EXERCISE MATERIALS:
########################################

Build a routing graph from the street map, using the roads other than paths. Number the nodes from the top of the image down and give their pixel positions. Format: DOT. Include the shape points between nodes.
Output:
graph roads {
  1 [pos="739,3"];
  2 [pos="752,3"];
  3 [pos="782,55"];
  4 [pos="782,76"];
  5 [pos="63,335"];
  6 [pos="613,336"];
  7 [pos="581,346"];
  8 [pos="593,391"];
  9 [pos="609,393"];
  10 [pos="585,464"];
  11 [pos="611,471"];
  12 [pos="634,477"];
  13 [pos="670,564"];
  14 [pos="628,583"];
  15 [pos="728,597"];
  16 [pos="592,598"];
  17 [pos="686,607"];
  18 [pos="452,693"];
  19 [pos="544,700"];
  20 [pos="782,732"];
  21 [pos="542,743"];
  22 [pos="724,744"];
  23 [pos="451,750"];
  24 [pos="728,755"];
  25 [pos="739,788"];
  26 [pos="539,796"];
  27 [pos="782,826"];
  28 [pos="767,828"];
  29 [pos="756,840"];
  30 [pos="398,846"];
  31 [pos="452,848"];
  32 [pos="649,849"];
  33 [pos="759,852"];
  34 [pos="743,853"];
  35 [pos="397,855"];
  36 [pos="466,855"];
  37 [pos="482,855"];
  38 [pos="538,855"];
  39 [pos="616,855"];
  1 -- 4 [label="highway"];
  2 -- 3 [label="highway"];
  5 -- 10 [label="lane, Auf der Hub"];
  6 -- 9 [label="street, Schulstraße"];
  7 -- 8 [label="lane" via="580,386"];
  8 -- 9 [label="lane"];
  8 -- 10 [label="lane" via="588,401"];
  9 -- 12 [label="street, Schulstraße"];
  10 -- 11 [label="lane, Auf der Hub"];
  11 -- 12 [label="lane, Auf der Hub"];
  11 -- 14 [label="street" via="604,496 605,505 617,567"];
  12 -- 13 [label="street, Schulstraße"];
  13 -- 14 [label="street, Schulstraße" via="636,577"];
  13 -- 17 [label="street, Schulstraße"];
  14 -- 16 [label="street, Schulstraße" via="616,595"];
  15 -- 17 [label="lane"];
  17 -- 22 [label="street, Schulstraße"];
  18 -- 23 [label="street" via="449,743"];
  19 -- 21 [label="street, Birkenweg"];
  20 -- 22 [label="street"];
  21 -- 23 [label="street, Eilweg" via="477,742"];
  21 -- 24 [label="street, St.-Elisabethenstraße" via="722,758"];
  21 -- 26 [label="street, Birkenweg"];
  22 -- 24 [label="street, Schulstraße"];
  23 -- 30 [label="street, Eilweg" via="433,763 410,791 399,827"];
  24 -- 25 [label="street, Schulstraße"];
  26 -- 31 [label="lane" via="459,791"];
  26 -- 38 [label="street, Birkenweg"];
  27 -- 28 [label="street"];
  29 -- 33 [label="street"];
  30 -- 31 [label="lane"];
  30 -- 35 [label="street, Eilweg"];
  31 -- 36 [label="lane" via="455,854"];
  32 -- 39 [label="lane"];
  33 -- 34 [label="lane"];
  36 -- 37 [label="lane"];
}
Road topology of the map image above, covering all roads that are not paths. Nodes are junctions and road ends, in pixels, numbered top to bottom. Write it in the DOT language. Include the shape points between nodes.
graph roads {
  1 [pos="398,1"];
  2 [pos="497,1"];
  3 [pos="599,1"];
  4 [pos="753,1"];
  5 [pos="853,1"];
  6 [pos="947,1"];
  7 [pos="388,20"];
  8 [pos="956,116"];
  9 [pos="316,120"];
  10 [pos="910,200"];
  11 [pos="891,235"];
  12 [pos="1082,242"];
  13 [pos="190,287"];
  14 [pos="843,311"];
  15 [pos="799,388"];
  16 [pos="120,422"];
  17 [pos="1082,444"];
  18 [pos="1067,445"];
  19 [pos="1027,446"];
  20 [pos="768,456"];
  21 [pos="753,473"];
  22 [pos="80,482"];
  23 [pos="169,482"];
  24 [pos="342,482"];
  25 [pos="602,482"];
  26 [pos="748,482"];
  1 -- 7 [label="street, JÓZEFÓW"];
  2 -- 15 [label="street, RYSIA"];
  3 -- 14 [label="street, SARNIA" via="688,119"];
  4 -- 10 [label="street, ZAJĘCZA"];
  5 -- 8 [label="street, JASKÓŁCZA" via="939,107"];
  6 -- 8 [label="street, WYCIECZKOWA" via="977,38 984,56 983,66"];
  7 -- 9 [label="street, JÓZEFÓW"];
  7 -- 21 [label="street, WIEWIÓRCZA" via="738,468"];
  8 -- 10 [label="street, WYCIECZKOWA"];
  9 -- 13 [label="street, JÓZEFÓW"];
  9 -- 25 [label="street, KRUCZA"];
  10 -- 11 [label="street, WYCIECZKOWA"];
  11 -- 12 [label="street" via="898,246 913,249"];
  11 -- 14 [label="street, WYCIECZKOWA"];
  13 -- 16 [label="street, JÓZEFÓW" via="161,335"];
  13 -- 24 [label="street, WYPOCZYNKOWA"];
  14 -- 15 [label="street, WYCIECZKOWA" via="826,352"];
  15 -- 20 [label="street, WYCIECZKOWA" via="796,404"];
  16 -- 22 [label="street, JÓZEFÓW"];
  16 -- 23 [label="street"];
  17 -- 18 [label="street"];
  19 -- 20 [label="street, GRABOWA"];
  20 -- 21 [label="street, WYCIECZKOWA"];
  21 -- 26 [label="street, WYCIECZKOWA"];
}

########################################

PROBLEM REQUIREMENTS: Where a line in the data contains the string "Schulstraße", add it to your count, and give only the final number.

YOUR SOLUTION: 9